Large European banks including Deutsche Bank AG and Banco Santander SA are likely to fail the U.S. Federal Reserve's stress test over shortcomings in how they measure and predict potential losses and risks, according to people familiar with the matter.

The expected rebuke would mark the second year large foreign banks, which were drawn into the Fed's stress test regime in 2014, failed to meet the U.S. regulator's expectations for risk management. As banks have bulked up their capital cushions to ensure they can withstand losses in periods of turmoil, the Fed has increasingly focused on more "qualitative" issues in its stress tests, including whether banks accurately measure potential losses in credit portfolios, collect risk exposure data accurately and have strong internal controls.

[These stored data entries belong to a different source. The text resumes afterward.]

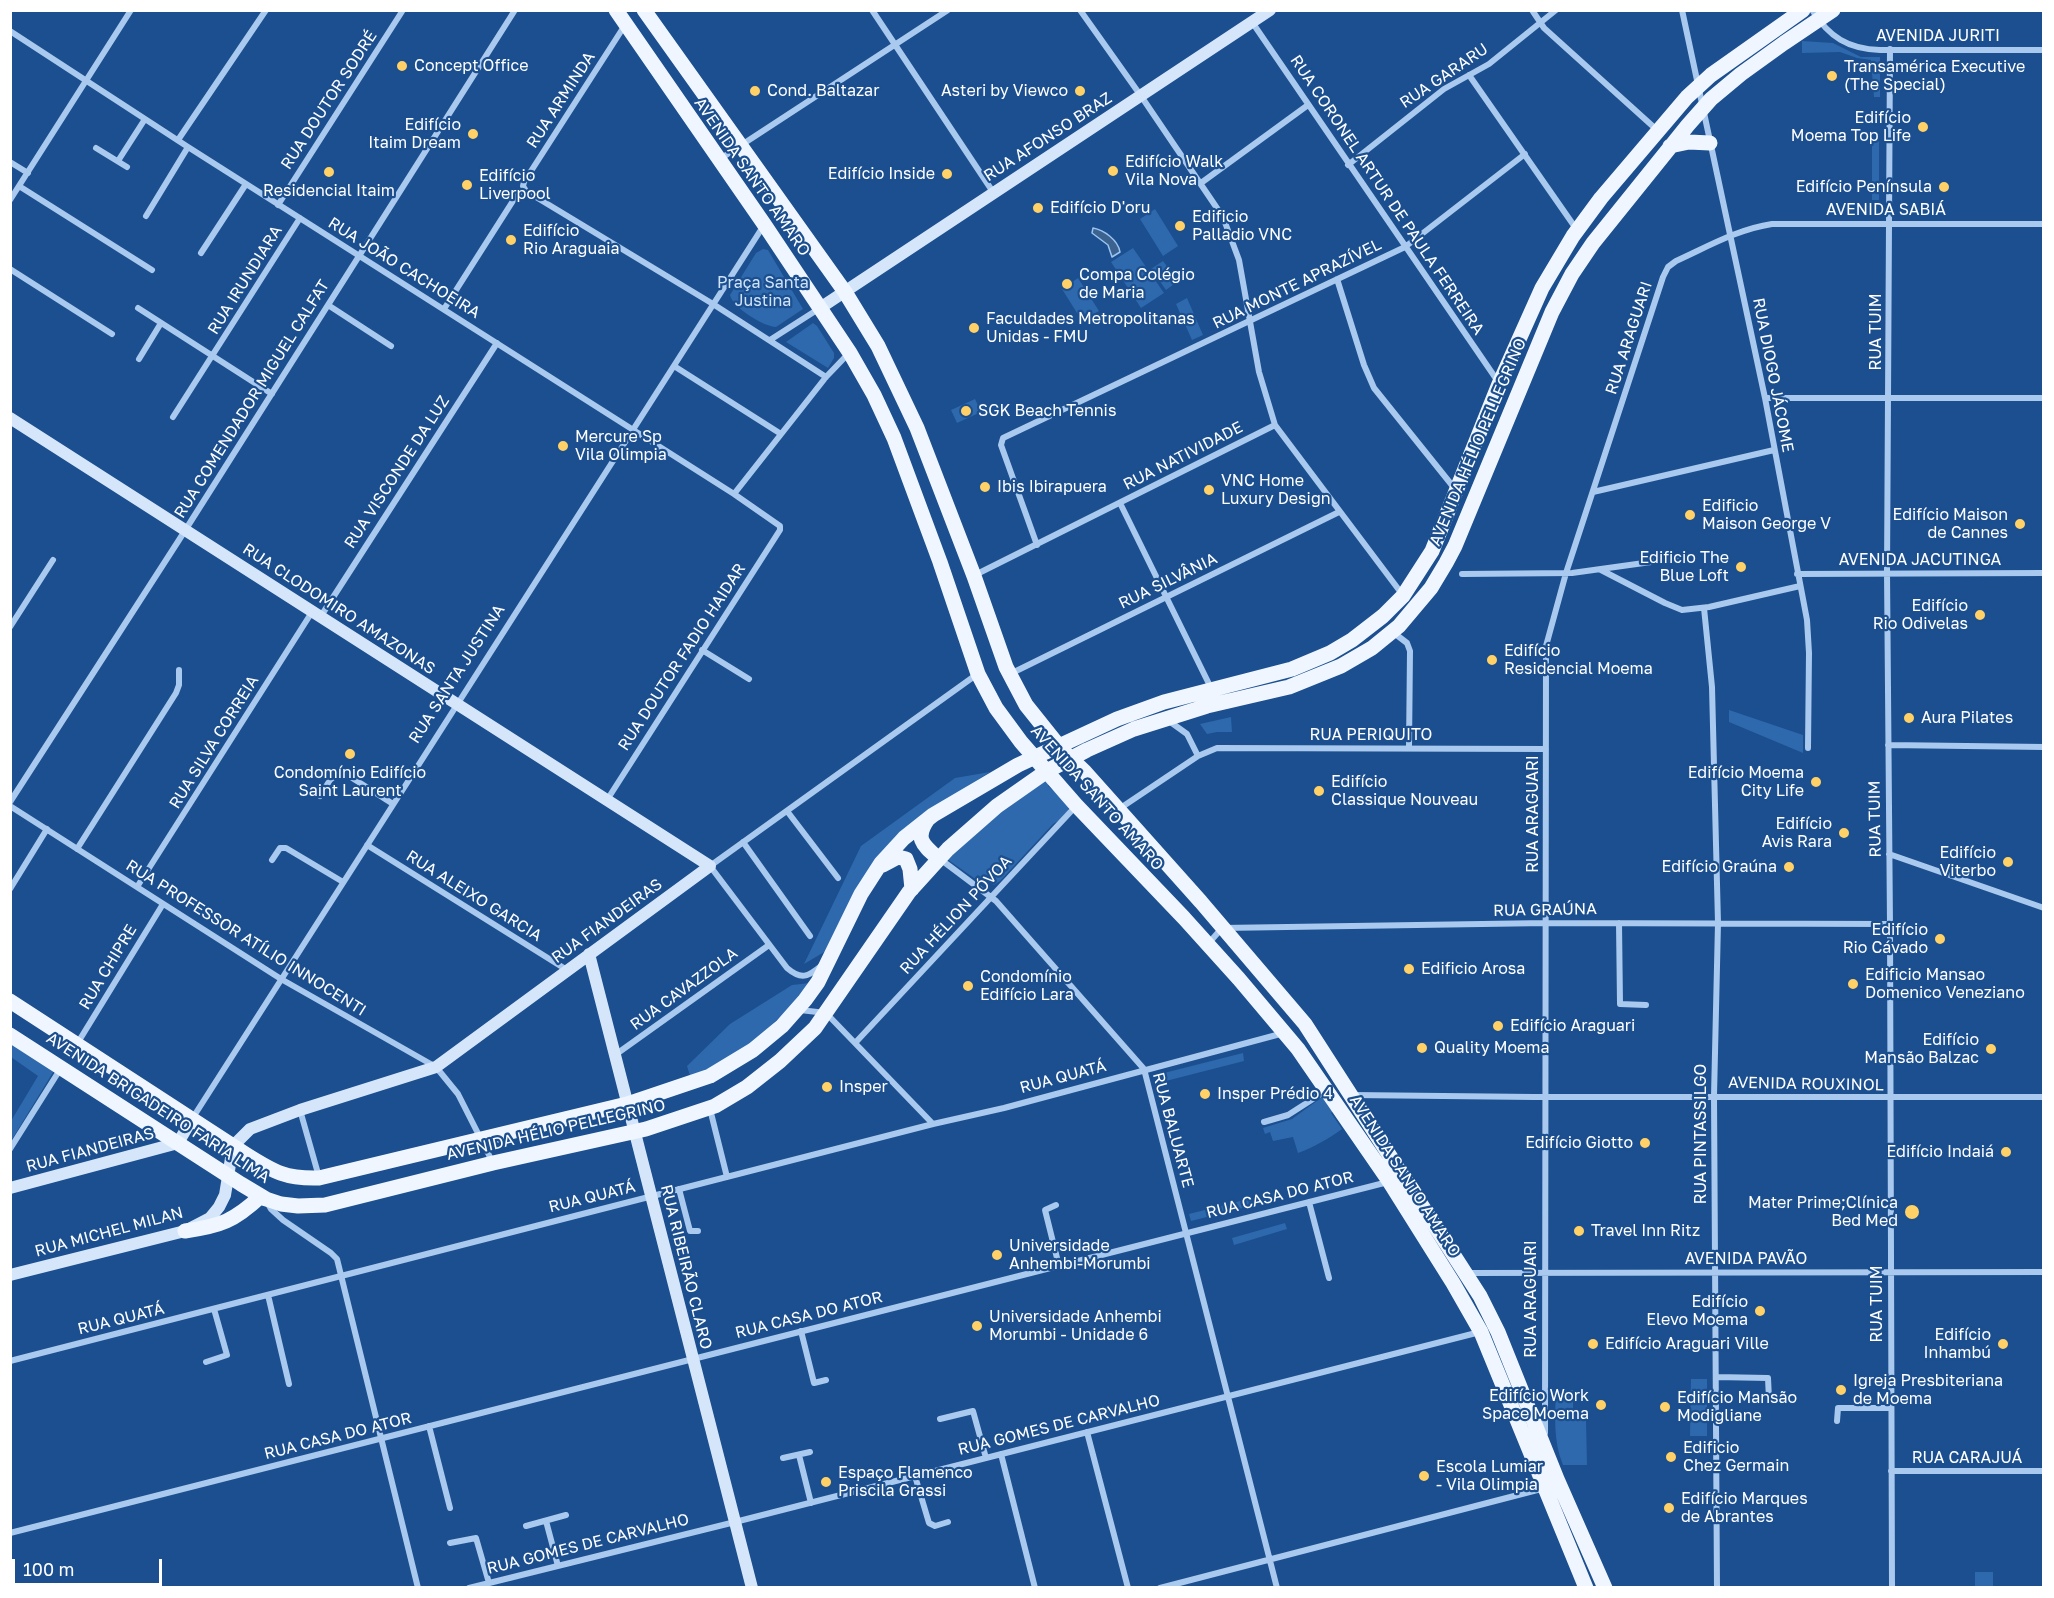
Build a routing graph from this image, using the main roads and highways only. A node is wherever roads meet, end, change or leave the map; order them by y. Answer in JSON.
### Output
{"nodes":[{"id":1,"x":616,"y":10,"type":"edge"},
{"id":2,"x":644,"y":10,"type":"edge"},
{"id":3,"x":1803,"y":10,"type":"edge"},
{"id":4,"x":1833,"y":10,"type":"edge"},
{"id":5,"x":1815,"y":15,"type":"edge"},
{"id":6,"x":1710,"y":143,"type":"road end"},
{"id":7,"x":1670,"y":146,"type":"junction"},
{"id":8,"x":1058,"y":746,"type":"junction"},
{"id":9,"x":1035,"y":757,"type":"junction"},
{"id":10,"x":1070,"y":759,"type":"junction"},
{"id":11,"x":1047,"y":771,"type":"junction"},
{"id":12,"x":933,"y":815,"type":"junction"},
{"id":13,"x":939,"y":858,"type":"junction"},
{"id":14,"x":876,"y":871,"type":"junction"},
{"id":15,"x":912,"y":889,"type":"junction"},
{"id":16,"x":10,"y":1001,"type":"edge"},
{"id":17,"x":10,"y":1035,"type":"edge"},
{"id":18,"x":319,"y":1178,"type":"joint"},
{"id":19,"x":1397,"y":1179,"type":"junction"},
{"id":20,"x":264,"y":1197,"type":"junction"},
{"id":21,"x":325,"y":1205,"type":"joint"},
{"id":22,"x":185,"y":1232,"type":"road end"},
{"id":23,"x":1586,"y":1587,"type":"edge"},
{"id":24,"x":1605,"y":1587,"type":"edge"}],
"edges":[{"from":1,"to":9,"type":"main road","name":"AVENIDA SANTO AMARO"},
{"from":2,"to":8,"type":"main road","name":"AVENIDA SANTO AMARO"},
{"from":3,"to":8,"type":"main road","name":"AVENIDA HÉLIO PELLEGRINO"},
{"from":4,"to":5,"type":"main road","name":"AVENIDA HÉLIO PELLEGRINO"},
{"from":5,"to":7,"type":"main road","name":"AVENIDA HÉLIO PELLEGRINO"},
{"from":6,"to":7,"type":"main road"},
{"from":7,"to":10,"type":"main road","name":"AVENIDA HÉLIO PELLEGRINO"},
{"from":8,"to":9,"type":"main road","name":"AVENIDA HÉLIO PELLEGRINO"},
{"from":8,"to":10,"type":"main road","name":"AVENIDA SANTO AMARO"},
{"from":9,"to":11,"type":"main road","name":"AVENIDA SANTO AMARO"},
{"from":9,"to":12,"type":"main road","name":"AVENIDA HÉLIO PELLEGRINO"},
{"from":10,"to":11,"type":"main road","name":"AVENIDA HÉLIO PELLEGRINO"},
{"from":10,"to":19,"type":"main road","name":"AVENIDA SANTO AMARO"},
{"from":11,"to":13,"type":"main road","name":"AVENIDA HÉLIO PELLEGRINO"},
{"from":11,"to":19,"type":"main road","name":"AVENIDA SANTO AMARO"},
{"from":12,"to":13,"type":"main road"},
{"from":12,"to":14,"type":"main road","name":"AVENIDA HÉLIO PELLEGRINO"},
{"from":13,"to":15,"type":"main road","name":"AVENIDA HÉLIO PELLEGRINO"},
{"from":14,"to":15,"type":"main road"},
{"from":14,"to":18,"type":"main road","name":"AVENIDA HÉLIO PELLEGRINO"},
{"from":15,"to":21,"type":"main road","name":"AVENIDA HÉLIO PELLEGRINO"},
{"from":16,"to":18,"type":"main road","name":"AVENIDA BRIGADEIRO FARIA LIMA"},
{"from":17,"to":20,"type":"main road","name":"AVENIDA BRIGADEIRO FARIA LIMA"},
{"from":19,"to":23,"type":"main road","name":"AVENIDA SANTO AMARO"},
{"from":19,"to":24,"type":"main road","name":"AVENIDA SANTO AMARO"},
{"from":20,"to":21,"type":"main road","name":"AVENIDA BRIGADEIRO FARIA LIMA"},
{"from":20,"to":22,"type":"main road"}]}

Failing the stress tests would likely subject the U.S. units of Deutsche Bank and Banco Santander to restrictions on paying dividends to their European parent companies or other shareholders. Santander is already under such a restriction after failing its first stress test run last year. Deutsche Bank is undergoing the U.S. stress test process for the first time this year.

Both Deutsche Bank and Santander passed European Central Bank stress tests in October. Those tests focused on whether the banks had enough capital to withstand a two-year recession but didn't assess such things as governance, risk management, and other more subjective factors like the Fed's test.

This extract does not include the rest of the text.